§ What you have to do: Which lines of the data below include the string "tunnel"? Return each of them.

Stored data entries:
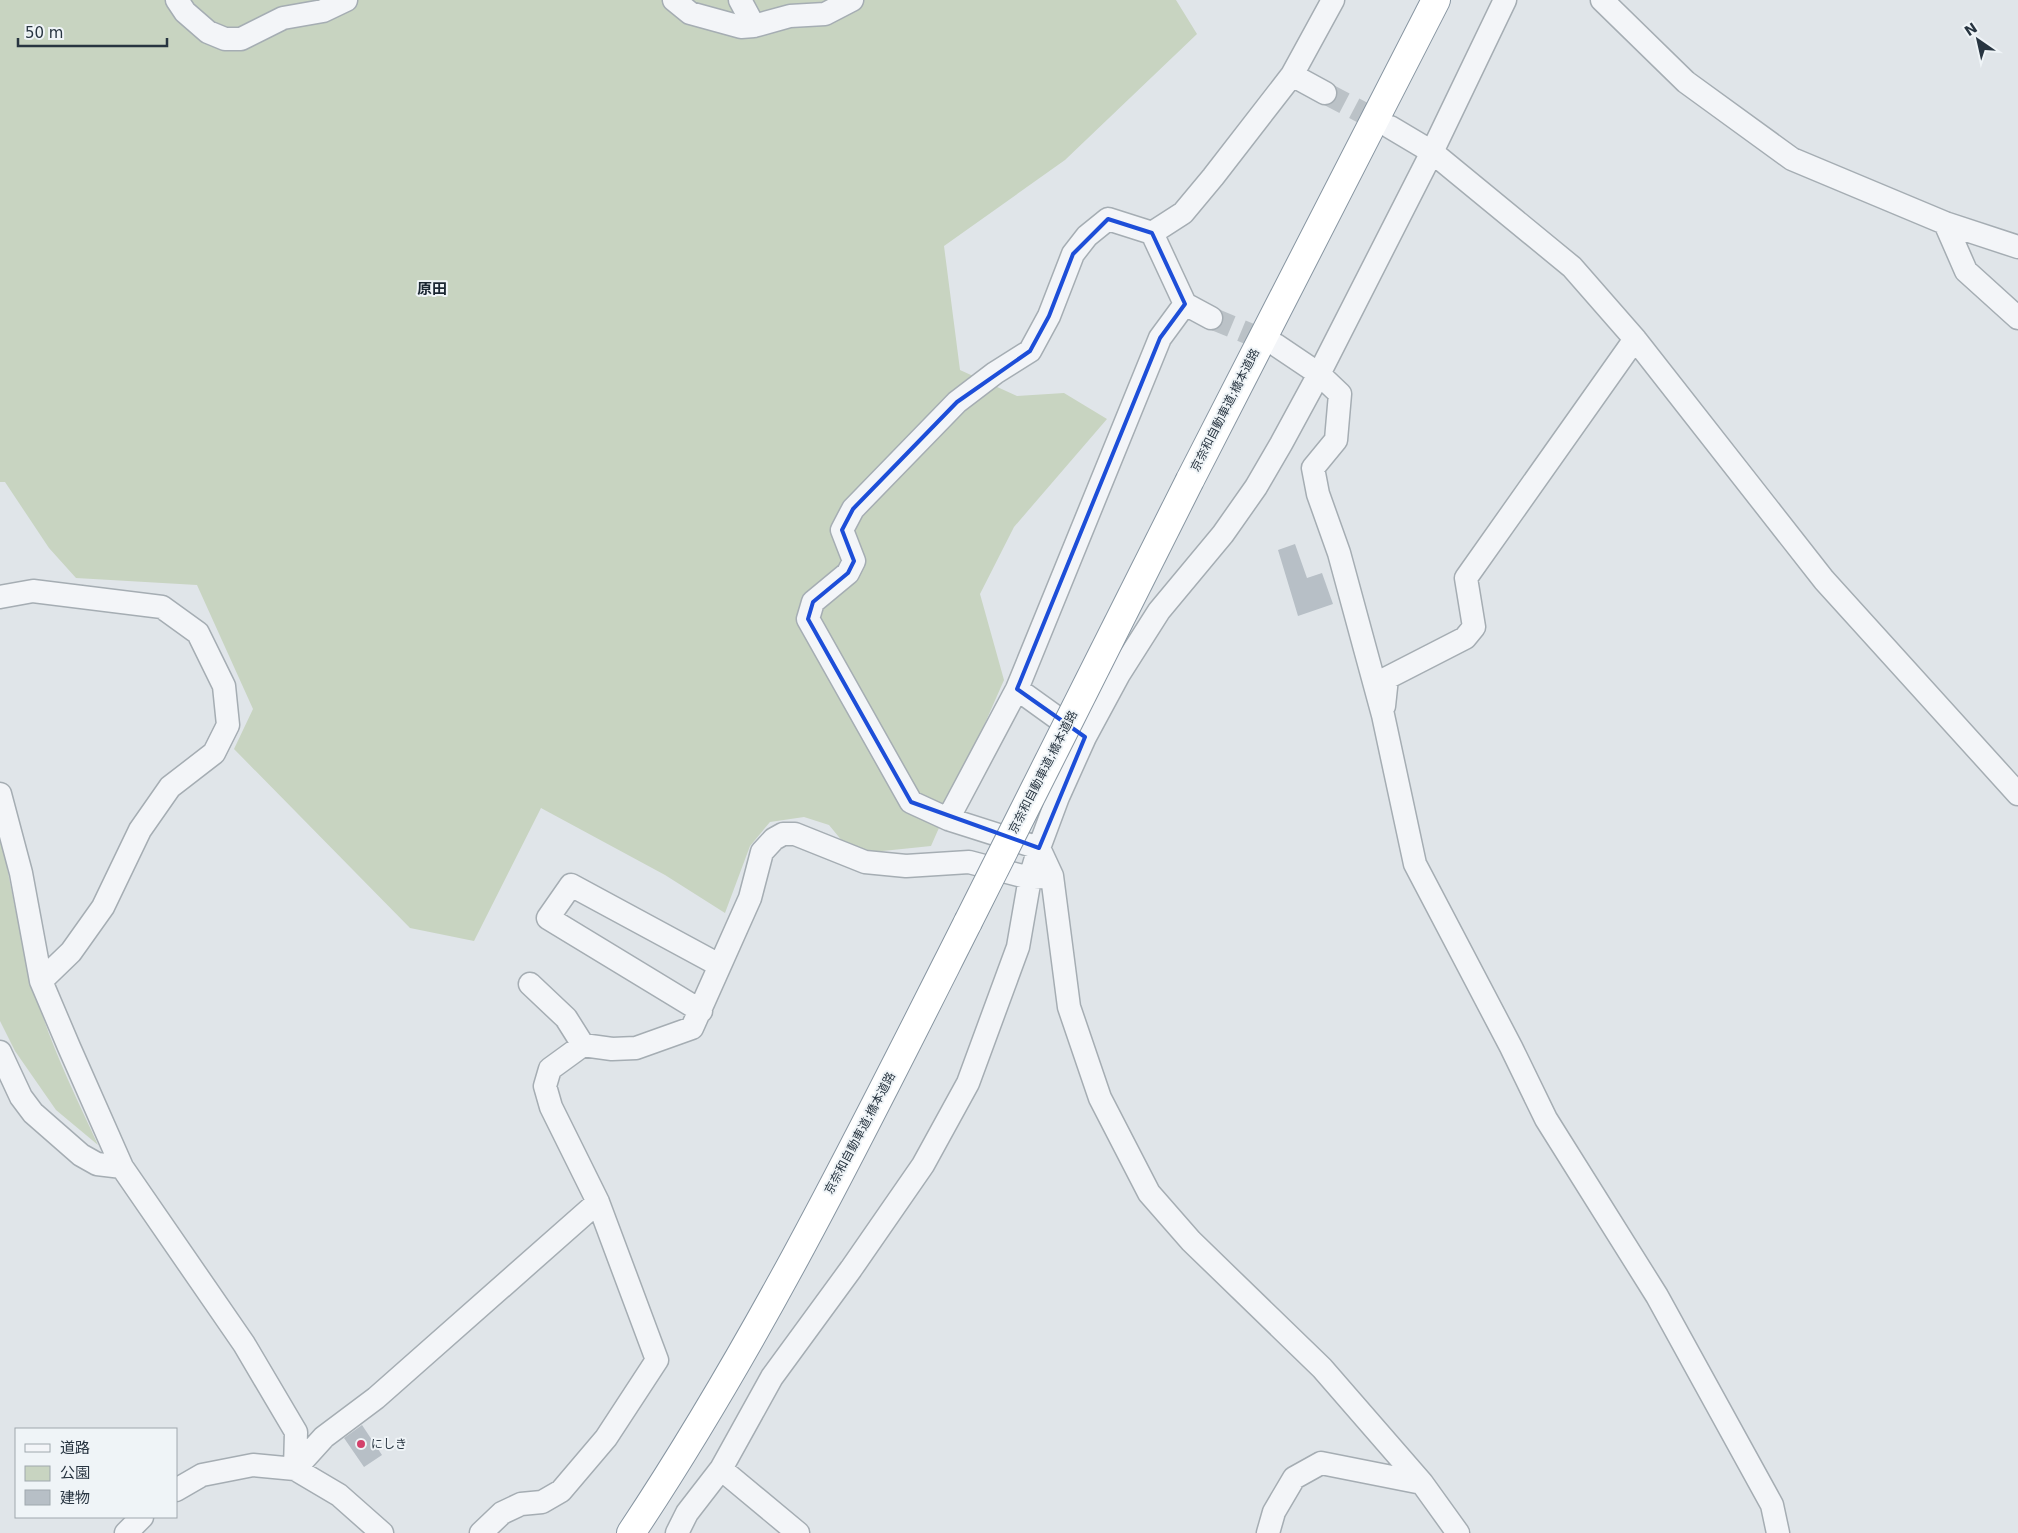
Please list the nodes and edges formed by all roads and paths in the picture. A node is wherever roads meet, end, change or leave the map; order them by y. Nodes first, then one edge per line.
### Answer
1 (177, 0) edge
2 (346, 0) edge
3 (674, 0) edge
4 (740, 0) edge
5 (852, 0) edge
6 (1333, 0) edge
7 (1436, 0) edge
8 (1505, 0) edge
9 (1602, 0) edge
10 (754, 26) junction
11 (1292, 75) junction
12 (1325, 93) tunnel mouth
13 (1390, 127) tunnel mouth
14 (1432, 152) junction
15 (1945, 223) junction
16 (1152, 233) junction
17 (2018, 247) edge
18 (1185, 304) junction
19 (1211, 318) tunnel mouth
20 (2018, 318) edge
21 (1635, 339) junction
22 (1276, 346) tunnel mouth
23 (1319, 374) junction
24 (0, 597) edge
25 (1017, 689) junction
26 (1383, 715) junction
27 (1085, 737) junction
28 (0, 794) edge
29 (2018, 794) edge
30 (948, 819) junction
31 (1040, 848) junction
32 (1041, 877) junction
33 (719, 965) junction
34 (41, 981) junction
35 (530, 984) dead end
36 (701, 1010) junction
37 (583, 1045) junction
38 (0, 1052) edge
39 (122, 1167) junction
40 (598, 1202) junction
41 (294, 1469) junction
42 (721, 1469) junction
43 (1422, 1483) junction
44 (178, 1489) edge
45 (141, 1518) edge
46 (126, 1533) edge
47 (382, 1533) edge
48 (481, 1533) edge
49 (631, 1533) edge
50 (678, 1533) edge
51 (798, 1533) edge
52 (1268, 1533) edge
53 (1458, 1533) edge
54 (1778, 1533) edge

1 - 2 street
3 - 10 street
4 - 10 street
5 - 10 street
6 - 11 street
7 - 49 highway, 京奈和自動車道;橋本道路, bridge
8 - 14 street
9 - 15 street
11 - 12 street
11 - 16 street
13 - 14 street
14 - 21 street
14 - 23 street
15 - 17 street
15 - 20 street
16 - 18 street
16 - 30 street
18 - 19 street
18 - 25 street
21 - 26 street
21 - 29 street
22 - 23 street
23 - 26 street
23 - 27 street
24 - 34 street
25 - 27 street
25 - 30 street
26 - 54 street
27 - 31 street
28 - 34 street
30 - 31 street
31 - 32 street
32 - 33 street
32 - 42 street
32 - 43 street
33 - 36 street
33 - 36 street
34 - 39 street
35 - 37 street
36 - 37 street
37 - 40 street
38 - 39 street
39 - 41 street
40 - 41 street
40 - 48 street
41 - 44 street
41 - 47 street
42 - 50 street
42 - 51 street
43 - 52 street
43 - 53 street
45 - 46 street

§ Exercise response:
12 (1325, 93) tunnel mouth
13 (1390, 127) tunnel mouth
19 (1211, 318) tunnel mouth
22 (1276, 346) tunnel mouth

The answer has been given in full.